**Instructions to follow:**
Scan the records for the string "bridge". State how many lines contain it and add nothing.

**Records to process:**
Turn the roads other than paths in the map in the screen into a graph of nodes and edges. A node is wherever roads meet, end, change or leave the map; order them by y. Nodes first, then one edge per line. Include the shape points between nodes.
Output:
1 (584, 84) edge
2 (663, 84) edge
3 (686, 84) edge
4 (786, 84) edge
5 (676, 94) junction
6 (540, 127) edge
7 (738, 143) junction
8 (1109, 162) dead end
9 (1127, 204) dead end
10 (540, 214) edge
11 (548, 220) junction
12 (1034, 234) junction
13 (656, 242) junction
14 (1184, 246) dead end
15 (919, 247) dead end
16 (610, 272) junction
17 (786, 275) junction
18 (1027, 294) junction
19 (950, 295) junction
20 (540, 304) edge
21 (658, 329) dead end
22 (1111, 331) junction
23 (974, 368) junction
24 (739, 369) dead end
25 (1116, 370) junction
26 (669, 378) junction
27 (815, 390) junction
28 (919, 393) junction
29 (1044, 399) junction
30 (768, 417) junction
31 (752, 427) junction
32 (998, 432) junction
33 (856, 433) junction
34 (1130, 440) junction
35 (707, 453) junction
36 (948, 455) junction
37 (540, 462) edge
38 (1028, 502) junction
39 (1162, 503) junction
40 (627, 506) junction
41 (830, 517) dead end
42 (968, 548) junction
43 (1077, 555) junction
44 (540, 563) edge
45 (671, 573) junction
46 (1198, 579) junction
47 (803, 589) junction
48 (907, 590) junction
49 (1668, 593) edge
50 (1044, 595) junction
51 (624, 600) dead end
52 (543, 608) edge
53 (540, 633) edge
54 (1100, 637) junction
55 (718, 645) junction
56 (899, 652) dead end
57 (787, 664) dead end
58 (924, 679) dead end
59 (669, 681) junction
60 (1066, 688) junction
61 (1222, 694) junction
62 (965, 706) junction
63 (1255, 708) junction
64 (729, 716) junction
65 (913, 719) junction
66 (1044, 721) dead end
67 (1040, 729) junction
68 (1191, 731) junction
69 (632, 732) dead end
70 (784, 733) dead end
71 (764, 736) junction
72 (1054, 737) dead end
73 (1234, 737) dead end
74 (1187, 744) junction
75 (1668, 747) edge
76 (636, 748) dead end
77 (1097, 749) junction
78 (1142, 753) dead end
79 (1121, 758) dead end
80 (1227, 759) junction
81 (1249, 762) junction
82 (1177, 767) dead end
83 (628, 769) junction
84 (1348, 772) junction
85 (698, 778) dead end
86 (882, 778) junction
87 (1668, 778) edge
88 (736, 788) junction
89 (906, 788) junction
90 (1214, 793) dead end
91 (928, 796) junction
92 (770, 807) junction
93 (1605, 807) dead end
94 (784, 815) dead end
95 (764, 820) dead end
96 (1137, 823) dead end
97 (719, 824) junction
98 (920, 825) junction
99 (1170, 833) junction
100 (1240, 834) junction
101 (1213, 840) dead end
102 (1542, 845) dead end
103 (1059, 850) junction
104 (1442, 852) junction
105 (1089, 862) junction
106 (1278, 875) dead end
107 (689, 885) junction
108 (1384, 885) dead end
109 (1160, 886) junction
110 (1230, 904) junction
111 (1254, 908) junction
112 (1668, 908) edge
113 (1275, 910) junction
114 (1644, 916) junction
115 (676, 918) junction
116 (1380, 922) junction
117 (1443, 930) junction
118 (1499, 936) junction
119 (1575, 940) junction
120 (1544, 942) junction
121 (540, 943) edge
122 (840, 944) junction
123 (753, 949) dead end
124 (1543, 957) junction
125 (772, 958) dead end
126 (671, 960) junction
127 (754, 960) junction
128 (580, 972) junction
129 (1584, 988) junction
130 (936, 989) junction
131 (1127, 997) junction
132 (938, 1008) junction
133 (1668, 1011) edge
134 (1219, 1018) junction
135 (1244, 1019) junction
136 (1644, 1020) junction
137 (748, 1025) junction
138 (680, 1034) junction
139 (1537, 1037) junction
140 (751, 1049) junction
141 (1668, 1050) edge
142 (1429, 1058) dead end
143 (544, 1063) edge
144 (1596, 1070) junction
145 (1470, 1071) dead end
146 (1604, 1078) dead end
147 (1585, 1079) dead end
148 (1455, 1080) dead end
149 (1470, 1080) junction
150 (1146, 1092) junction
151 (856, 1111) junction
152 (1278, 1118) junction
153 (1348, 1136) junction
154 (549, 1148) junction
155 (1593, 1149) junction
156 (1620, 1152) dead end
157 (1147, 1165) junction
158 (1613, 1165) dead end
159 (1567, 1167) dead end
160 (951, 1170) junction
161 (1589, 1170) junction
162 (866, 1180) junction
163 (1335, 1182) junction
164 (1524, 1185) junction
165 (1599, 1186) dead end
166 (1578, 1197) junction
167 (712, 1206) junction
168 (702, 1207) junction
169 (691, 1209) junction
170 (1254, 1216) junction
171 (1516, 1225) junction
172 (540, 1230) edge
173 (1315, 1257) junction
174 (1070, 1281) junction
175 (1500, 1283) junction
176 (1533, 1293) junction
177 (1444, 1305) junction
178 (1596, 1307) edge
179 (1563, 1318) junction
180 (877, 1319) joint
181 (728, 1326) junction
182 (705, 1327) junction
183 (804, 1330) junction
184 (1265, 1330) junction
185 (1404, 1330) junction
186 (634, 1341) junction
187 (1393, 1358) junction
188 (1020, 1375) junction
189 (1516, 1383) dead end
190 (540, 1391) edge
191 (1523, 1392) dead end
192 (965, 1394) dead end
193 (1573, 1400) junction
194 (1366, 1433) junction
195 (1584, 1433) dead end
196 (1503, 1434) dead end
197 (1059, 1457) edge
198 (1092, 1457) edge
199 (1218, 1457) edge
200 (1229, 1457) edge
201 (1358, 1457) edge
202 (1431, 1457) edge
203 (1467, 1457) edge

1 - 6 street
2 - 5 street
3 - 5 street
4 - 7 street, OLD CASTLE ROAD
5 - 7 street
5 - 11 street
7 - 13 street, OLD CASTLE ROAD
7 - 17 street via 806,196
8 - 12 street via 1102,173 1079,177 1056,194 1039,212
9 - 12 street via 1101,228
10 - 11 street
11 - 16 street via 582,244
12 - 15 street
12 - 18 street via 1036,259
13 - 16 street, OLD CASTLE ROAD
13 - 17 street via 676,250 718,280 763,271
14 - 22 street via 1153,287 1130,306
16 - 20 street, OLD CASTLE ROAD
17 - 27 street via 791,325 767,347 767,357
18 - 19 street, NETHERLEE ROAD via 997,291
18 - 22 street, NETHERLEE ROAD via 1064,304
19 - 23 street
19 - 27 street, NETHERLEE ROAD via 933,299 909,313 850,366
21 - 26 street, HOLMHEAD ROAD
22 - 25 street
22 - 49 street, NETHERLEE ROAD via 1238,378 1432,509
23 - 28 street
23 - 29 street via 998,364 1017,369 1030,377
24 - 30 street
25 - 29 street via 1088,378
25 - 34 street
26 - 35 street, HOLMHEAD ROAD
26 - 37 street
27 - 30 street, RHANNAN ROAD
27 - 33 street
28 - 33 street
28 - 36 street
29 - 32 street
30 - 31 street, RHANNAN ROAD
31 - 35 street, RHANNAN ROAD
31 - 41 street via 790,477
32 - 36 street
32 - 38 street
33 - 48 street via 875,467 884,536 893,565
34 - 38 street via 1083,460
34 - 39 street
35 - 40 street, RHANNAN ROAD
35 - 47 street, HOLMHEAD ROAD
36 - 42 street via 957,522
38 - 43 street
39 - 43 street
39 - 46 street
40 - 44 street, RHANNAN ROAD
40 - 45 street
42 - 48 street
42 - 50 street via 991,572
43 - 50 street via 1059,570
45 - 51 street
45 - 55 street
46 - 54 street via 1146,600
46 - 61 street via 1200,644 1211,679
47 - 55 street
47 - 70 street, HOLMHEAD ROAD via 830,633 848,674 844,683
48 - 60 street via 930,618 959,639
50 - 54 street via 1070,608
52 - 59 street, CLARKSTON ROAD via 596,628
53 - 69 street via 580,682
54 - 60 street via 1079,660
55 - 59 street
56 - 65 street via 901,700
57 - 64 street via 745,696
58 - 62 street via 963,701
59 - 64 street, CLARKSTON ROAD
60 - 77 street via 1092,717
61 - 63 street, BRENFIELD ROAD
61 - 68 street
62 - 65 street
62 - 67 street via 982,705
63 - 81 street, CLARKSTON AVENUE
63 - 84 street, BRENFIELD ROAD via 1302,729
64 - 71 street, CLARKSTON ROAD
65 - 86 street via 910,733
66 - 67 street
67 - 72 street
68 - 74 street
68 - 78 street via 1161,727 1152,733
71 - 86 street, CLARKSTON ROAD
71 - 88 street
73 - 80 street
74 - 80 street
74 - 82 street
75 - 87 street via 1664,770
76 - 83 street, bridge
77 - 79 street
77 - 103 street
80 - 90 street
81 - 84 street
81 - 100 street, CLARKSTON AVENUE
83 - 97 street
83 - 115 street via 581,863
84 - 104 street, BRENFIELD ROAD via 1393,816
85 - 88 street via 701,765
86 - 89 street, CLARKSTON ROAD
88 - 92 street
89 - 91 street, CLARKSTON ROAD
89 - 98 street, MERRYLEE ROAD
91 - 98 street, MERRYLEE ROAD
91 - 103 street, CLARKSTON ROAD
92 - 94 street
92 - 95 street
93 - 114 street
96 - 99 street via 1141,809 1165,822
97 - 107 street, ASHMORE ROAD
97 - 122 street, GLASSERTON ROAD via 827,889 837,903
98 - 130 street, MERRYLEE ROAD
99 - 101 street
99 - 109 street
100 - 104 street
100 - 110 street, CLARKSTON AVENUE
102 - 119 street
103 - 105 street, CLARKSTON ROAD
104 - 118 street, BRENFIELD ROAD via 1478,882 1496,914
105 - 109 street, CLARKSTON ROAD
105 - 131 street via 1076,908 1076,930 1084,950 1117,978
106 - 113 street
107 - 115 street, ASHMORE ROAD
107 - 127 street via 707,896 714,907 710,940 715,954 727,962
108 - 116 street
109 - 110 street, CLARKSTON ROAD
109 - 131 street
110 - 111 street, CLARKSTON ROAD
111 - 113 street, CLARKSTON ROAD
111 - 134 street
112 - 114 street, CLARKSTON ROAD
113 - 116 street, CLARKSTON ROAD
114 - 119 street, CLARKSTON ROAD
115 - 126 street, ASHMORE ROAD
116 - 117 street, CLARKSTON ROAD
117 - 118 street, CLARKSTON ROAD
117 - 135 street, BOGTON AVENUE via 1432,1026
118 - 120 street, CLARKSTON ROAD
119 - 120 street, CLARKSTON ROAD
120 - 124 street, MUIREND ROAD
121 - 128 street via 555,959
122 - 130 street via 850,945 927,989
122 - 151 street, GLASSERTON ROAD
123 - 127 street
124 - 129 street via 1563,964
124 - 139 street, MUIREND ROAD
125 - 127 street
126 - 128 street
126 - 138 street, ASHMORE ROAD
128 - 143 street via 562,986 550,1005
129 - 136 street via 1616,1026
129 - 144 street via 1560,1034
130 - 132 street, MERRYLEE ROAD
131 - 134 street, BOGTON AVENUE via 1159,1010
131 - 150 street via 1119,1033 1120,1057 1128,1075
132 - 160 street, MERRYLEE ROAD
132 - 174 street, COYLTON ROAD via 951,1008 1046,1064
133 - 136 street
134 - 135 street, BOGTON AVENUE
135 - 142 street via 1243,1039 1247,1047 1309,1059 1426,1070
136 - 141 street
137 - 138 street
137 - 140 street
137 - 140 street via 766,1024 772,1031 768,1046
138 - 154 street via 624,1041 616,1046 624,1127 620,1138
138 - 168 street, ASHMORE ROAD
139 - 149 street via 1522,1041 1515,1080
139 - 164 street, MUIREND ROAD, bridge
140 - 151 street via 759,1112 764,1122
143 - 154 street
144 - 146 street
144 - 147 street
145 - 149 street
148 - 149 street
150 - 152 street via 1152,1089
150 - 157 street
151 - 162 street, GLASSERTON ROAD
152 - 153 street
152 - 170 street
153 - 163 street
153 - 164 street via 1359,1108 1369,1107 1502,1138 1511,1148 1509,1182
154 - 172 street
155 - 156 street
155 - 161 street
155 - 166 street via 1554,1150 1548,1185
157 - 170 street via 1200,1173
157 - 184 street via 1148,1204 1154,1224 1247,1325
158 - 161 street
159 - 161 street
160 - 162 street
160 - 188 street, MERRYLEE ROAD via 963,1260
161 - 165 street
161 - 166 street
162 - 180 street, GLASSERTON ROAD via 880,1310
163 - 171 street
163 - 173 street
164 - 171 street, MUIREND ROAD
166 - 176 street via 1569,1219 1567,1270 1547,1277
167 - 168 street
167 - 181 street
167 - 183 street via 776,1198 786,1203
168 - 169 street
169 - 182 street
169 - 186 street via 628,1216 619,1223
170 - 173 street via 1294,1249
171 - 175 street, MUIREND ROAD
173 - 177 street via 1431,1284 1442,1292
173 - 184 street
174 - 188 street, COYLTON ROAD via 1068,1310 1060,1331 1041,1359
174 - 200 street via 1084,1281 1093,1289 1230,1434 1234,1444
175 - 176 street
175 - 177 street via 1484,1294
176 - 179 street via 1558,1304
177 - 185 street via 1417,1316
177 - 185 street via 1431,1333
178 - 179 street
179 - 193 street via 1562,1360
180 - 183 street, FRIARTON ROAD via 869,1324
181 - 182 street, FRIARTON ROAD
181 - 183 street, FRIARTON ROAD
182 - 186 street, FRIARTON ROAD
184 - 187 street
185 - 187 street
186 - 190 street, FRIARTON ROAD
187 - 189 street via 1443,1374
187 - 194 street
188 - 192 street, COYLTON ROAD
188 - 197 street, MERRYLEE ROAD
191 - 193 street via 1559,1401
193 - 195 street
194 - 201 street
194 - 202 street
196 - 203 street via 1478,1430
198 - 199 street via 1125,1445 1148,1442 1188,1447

**The answer:**
2